Pretty Jimmy Allen beamed at them. “God almighty, doll, you look smashing,” he said, echoing Mags’s compliment without knowing it. He gestured broadly to welcome them inside. “Come on in. I take it Mags didn’t tell you who got your tickets, then?”

“No, she didn’t,” Vivian said, hovering awkwardly in the hall as Jimmy closed the door behind them.

“Didn’t want you to cut out the middleman,” Mags laughed, pausing only to plant a quick kiss in the air next to Jimmy’s cheek before she snatched up a black bag that was waiting in the hall for her and clattered up the stairs.

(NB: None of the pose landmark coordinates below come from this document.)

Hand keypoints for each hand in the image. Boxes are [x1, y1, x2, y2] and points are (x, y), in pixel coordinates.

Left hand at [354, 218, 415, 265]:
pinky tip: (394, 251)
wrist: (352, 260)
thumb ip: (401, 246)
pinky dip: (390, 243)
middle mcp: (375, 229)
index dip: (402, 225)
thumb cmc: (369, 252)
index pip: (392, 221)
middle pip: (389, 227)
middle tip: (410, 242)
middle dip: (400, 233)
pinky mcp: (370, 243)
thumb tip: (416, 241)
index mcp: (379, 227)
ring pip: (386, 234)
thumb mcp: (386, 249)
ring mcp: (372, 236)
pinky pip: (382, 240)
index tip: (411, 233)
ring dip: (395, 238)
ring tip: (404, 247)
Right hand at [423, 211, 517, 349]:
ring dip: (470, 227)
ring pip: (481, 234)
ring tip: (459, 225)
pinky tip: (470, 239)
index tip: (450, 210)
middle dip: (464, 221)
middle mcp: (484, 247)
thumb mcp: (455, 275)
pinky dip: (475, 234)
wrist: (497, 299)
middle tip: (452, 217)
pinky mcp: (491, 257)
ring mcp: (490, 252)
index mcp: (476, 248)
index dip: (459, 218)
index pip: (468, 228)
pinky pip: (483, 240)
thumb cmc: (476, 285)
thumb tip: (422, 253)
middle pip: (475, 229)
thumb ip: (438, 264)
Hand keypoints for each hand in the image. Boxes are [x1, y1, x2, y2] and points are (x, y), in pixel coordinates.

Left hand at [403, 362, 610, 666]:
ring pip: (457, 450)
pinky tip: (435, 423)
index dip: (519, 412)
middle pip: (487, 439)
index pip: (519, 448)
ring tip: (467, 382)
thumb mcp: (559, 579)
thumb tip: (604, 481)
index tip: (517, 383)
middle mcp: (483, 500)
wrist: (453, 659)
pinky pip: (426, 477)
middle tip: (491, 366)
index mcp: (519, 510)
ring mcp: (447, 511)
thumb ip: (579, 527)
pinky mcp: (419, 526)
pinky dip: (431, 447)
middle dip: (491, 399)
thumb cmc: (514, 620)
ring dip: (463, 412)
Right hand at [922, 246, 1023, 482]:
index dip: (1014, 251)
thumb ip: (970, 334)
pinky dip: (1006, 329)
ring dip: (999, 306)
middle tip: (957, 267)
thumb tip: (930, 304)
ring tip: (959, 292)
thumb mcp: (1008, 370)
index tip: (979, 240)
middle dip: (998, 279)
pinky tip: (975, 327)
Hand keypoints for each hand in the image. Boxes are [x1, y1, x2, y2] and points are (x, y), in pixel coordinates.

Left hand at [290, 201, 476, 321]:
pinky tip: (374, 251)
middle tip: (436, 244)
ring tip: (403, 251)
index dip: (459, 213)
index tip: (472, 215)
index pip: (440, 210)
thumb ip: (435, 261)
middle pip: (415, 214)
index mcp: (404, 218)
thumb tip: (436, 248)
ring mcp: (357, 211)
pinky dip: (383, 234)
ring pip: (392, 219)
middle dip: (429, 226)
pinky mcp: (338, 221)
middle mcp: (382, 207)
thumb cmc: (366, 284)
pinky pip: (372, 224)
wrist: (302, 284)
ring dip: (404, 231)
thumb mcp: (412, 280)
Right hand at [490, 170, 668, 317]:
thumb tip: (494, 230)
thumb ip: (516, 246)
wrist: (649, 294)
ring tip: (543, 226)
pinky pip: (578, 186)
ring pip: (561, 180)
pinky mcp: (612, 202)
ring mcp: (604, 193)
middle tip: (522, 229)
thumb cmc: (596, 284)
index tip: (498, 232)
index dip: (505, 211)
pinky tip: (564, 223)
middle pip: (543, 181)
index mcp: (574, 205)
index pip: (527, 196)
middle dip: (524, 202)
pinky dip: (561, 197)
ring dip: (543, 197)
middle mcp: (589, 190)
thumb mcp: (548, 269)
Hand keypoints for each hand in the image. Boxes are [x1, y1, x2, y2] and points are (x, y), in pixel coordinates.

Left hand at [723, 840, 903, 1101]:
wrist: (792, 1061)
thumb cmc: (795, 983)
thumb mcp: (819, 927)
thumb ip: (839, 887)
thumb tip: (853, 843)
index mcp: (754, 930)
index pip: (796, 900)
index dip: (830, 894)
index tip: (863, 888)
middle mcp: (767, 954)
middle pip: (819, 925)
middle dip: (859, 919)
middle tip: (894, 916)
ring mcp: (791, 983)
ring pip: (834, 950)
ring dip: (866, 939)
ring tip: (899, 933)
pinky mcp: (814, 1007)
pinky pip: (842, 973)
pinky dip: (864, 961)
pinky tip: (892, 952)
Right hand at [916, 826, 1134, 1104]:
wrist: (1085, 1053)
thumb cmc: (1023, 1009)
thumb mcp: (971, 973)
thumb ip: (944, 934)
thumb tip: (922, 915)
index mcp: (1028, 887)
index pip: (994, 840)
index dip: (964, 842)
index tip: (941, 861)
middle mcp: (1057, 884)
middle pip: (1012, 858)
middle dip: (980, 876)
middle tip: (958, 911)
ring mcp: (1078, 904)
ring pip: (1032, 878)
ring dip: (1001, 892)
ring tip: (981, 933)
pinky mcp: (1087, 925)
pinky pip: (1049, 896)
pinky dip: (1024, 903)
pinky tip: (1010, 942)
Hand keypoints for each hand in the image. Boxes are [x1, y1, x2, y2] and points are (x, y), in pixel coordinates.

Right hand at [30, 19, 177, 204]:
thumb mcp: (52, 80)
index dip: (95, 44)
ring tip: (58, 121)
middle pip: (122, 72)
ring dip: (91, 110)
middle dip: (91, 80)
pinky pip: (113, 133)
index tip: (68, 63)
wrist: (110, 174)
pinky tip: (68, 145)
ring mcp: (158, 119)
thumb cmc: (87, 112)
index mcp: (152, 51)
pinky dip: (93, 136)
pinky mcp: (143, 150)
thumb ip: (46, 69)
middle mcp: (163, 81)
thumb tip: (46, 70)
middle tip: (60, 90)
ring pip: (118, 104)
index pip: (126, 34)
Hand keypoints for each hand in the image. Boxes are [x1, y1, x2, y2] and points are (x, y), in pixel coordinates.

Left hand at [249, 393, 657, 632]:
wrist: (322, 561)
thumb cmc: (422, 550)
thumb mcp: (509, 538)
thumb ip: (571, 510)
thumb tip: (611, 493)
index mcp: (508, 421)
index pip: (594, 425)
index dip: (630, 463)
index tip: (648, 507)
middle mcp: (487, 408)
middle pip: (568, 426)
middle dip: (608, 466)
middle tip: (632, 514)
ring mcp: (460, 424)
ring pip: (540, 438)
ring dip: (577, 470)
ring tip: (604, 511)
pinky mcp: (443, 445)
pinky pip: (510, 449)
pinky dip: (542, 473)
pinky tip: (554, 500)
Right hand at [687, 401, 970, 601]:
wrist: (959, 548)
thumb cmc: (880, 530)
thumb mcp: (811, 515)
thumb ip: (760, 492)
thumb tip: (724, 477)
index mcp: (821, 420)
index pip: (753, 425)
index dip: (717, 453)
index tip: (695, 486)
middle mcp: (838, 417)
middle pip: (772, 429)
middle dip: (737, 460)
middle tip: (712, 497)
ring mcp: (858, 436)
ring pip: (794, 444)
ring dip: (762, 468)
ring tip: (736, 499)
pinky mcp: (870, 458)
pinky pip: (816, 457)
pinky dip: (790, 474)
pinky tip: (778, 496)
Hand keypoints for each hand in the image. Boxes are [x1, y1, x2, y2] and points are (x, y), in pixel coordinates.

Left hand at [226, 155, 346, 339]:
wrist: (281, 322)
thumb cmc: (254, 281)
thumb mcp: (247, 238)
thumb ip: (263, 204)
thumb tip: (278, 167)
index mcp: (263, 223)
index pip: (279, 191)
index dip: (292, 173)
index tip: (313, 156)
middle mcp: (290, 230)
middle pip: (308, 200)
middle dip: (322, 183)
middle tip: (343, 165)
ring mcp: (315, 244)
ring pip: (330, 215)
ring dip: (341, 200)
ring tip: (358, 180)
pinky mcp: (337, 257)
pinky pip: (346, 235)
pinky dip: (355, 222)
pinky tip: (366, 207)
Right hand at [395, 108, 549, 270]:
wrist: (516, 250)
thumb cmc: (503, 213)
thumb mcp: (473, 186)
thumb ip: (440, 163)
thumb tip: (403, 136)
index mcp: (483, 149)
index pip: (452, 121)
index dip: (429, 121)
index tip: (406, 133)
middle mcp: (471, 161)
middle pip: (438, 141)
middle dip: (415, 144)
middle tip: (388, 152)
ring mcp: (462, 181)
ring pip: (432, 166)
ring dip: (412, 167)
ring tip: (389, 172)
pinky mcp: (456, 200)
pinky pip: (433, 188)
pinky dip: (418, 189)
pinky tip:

Vivian had found out months ago that Jimmy and Mags both belonged to the part of New York that had houses on the Upper East Side, mansions on Long Island, and old family businesses funded by even older money. But she’d never seen him outside the Nightingale,where distinctions like that didn’t matter so much. Even once she had become part of the staff instead of a customer, Jimmy had still always treated her like a pal, dragging her onto the floor when she was available to kick up her heels for the Charleston, or treating her to a cocktail on her nights off. Unlike most of his friends, though, Jimmy never tried to get frisky with her or any of the girls he danced with. Vivian knew why—he had once described himself to her, only a little coyly, asnot the marrying type. But even in the underground world of the Nightingale, he always seemed to prefer to keep his private life private, away from the eyes of any friends or neighbors who might cross his path.

Even the trust of a shared secret, though, was not quite enough to set her at ease as he ushered her into his small but opulent sitting room, where light danced off a crystal chandelier. Vivian was almost afraid to sit down, but Leo, always at ease no matter where he found himself, was already happily accepting the offer of a drink and a seat.

“And what’s your name, tall-dark-and-handsome?” Jimmy asked as he poured their cocktails. He wore a beautiful brocade robe—was it silk?—over loose trousers, and Vivian couldn’t say for certain whether he had a shirt on under it. Was he not coming with them? “Or are we skipping those kinds of formalities tonight?”

“Leo,” he replied easily, lifting his glass in a small toast. “Thanks for arranging things.”

“My pleasure,” Jimmy said, handing a drink to Vivian as well, as she perched uneasily on the edge of a wingback chair. “I’m just glad Mags found someone to keep an eye on her tonight. She got plenty pouty when I first said I wouldn’t take her along.”

“Why wouldn’t you?” Vivian asked, taking a sip. The liquor was top-shelf, but she didn’t want to get tipsy. Not when she was going to need to keep her eyes and ears open all night.